Problem details: Please report every line in the entries that contains the string "list".

Records shown:

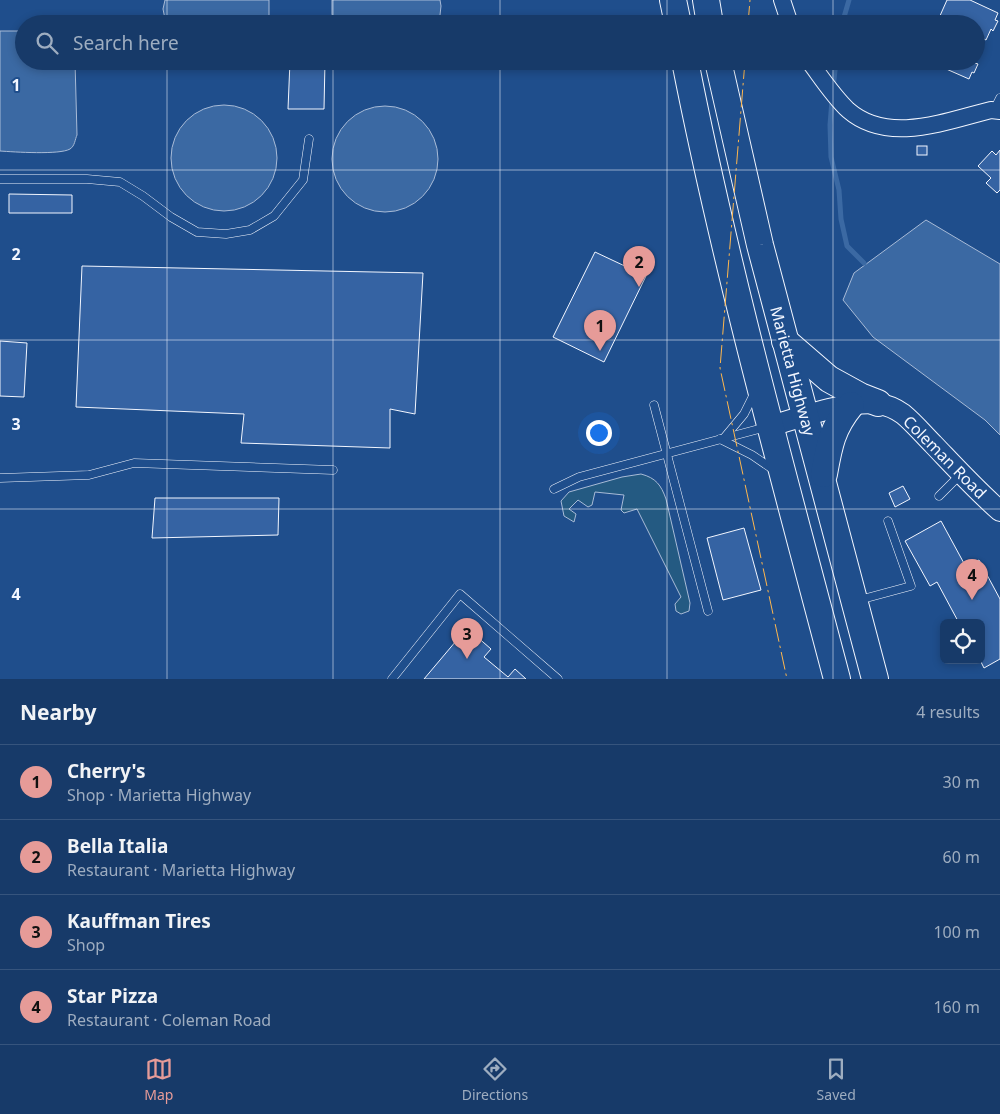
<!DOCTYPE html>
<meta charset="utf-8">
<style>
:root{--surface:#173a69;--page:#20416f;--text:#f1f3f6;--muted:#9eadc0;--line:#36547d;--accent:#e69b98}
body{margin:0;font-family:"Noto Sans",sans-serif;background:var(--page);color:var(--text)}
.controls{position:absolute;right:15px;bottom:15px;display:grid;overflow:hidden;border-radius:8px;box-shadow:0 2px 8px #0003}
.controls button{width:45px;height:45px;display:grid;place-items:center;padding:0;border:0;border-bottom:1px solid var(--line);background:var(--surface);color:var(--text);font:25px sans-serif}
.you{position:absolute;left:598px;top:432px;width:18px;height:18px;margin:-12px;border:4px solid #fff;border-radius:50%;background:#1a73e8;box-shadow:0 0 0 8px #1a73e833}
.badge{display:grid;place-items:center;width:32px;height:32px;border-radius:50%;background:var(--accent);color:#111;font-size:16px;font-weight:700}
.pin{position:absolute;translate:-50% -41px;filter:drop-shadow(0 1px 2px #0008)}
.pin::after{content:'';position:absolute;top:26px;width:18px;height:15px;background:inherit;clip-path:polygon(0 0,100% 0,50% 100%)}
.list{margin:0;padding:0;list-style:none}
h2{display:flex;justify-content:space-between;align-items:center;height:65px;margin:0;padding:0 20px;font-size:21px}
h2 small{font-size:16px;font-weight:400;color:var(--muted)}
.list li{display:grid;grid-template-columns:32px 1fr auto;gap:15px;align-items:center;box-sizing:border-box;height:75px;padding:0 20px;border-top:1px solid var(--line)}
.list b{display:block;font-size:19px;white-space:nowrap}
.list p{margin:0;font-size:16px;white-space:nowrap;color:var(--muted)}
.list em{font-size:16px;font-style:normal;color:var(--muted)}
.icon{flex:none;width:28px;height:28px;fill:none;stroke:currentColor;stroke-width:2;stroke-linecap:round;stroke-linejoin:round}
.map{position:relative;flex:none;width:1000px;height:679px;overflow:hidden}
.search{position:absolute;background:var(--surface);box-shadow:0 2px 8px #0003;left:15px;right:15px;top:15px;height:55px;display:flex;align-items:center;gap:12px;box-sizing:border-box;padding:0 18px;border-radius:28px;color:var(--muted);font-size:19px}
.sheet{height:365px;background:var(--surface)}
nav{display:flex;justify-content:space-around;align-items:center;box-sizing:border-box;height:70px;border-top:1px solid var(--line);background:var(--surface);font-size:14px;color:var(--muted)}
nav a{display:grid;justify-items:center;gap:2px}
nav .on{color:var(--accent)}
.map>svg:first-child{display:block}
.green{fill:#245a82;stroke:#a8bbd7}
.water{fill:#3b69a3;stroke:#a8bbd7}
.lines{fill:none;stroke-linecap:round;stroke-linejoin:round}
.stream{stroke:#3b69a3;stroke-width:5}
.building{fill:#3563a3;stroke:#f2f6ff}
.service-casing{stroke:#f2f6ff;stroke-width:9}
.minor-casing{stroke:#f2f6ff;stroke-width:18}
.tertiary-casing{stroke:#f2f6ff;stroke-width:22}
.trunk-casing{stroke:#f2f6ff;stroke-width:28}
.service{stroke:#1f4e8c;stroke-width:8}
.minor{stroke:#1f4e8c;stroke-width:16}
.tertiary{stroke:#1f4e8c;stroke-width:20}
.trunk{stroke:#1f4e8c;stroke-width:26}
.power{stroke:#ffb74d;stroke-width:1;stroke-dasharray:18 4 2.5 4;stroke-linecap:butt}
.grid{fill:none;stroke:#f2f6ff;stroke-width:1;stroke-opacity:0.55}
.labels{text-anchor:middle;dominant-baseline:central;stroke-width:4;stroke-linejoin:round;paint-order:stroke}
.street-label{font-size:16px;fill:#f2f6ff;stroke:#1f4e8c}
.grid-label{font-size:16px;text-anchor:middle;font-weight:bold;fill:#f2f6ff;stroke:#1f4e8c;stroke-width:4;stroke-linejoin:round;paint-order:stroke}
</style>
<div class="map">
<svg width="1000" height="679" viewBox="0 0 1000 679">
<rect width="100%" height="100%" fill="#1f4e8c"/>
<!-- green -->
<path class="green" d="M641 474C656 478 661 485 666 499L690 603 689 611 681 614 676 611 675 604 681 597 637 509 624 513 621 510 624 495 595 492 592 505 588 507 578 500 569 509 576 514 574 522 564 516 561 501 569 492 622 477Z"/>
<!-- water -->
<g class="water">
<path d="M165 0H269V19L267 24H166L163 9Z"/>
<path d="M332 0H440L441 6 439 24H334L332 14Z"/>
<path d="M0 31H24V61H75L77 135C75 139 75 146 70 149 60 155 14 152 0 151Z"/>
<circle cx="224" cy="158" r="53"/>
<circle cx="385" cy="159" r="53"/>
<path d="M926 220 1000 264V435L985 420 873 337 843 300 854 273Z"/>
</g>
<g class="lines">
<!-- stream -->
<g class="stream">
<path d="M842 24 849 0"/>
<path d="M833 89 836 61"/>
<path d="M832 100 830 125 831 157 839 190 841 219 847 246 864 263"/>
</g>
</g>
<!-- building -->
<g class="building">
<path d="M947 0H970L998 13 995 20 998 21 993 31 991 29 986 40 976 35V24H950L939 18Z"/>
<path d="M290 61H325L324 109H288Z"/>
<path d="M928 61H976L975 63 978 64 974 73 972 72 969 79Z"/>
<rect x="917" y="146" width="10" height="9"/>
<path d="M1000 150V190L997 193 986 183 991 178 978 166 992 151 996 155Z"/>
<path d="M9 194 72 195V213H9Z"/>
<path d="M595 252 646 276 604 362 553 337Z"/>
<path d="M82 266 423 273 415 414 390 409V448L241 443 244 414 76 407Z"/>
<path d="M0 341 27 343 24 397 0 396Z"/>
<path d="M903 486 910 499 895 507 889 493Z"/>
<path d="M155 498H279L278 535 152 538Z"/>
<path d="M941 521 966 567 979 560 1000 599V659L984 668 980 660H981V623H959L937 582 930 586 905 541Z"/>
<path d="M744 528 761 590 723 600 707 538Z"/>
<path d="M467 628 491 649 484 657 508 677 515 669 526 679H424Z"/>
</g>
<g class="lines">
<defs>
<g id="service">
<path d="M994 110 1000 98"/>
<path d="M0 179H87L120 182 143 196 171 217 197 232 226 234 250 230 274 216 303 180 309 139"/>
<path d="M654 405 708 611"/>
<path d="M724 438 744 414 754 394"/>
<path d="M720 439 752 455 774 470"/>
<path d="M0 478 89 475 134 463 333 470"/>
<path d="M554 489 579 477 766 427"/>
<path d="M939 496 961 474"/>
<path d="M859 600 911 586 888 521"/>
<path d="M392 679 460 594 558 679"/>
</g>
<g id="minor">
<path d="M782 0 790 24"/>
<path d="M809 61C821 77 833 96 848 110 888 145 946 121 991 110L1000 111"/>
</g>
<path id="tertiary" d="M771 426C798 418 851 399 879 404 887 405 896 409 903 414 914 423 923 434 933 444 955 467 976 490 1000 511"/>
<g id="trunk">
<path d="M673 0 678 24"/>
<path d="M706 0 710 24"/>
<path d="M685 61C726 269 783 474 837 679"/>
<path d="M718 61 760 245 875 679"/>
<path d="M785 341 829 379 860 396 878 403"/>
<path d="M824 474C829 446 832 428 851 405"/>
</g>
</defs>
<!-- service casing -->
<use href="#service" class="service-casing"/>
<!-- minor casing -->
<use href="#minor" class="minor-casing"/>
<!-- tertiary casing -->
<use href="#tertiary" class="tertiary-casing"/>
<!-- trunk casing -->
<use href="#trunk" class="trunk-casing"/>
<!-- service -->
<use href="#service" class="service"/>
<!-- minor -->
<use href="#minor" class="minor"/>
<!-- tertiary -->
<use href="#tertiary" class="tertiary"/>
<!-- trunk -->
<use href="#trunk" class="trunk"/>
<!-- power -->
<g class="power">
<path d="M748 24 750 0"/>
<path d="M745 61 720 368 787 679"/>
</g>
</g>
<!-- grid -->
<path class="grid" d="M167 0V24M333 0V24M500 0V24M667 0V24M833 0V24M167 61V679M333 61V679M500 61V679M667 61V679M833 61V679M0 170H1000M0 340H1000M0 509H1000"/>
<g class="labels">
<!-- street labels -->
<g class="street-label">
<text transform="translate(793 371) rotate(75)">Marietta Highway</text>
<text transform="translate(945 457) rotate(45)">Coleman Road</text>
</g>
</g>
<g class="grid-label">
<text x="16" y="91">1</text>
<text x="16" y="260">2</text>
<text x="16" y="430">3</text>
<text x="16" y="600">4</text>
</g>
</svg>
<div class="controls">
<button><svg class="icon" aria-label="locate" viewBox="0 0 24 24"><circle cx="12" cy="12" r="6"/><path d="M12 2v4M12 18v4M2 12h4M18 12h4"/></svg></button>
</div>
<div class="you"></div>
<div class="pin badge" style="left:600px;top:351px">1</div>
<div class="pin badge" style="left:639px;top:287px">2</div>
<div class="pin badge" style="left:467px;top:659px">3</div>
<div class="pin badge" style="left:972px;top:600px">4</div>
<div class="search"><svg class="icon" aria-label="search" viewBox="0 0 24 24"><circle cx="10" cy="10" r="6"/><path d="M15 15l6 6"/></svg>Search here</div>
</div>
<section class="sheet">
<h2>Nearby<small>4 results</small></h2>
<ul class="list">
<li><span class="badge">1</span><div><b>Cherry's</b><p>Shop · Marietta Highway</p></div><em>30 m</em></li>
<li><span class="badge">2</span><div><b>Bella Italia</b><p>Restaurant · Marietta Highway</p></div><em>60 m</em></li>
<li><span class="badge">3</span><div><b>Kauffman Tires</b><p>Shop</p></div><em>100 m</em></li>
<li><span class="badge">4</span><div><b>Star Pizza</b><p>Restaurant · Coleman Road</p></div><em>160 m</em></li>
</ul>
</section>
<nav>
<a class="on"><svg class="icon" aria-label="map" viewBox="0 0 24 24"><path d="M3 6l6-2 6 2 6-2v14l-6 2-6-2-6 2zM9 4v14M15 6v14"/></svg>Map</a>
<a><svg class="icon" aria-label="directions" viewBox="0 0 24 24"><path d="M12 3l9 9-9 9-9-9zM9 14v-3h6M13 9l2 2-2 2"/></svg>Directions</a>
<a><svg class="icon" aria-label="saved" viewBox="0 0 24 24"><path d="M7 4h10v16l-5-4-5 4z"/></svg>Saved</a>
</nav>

Solution:
.list{margin:0;padding:0;list-style:none}
.list li{display:grid;grid-template-columns:32px 1fr auto;gap:15px;align-items:center;box-sizing:border-box;height:75px;padding:0 20px;border-top:1px solid var(--line)}
.list b{display:block;font-size:19px;white-space:nowrap}
.list p{margin:0;font-size:16px;white-space:nowrap;color:var(--muted)}
.list em{font-size:16px;font-style:normal;color:var(--muted)}
<ul class="list">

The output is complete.